:: Data records

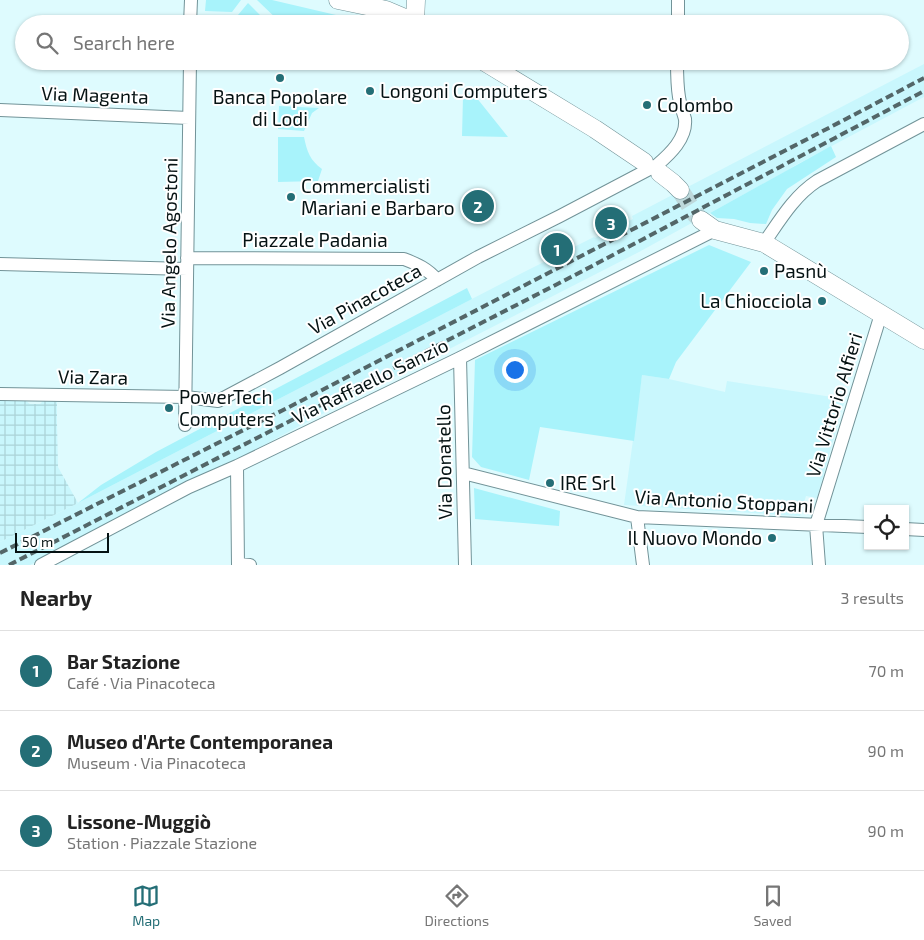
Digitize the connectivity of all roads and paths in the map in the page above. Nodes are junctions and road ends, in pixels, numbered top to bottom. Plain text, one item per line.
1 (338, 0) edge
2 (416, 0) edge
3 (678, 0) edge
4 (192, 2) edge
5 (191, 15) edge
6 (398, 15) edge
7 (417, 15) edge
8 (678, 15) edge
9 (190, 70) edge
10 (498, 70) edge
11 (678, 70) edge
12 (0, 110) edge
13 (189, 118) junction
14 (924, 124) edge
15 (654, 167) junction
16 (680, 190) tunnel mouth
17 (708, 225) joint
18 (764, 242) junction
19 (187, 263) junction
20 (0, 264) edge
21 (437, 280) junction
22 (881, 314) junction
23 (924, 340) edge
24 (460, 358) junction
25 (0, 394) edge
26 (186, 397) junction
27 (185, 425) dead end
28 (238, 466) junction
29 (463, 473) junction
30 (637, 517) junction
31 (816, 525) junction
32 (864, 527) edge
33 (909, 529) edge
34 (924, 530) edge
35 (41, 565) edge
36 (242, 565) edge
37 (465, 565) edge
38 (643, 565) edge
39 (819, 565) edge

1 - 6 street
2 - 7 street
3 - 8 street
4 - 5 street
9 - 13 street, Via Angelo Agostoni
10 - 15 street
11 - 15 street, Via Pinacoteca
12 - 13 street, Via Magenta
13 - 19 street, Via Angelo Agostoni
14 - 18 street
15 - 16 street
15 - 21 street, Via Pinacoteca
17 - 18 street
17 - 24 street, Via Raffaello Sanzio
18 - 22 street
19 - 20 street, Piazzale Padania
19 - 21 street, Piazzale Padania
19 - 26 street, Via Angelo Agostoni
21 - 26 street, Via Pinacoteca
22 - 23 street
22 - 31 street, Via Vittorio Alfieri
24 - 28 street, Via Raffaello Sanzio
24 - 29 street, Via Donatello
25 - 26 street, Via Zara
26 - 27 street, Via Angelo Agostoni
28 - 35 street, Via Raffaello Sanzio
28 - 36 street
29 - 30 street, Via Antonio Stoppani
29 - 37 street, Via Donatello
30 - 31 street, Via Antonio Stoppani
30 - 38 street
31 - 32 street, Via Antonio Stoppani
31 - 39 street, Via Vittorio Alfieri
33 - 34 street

::::

Each line of the listing that contains the word "Donatello" must be copied.

**Result of this exercise**:
24 - 29 street, Via Donatello
29 - 37 street, Via Donatello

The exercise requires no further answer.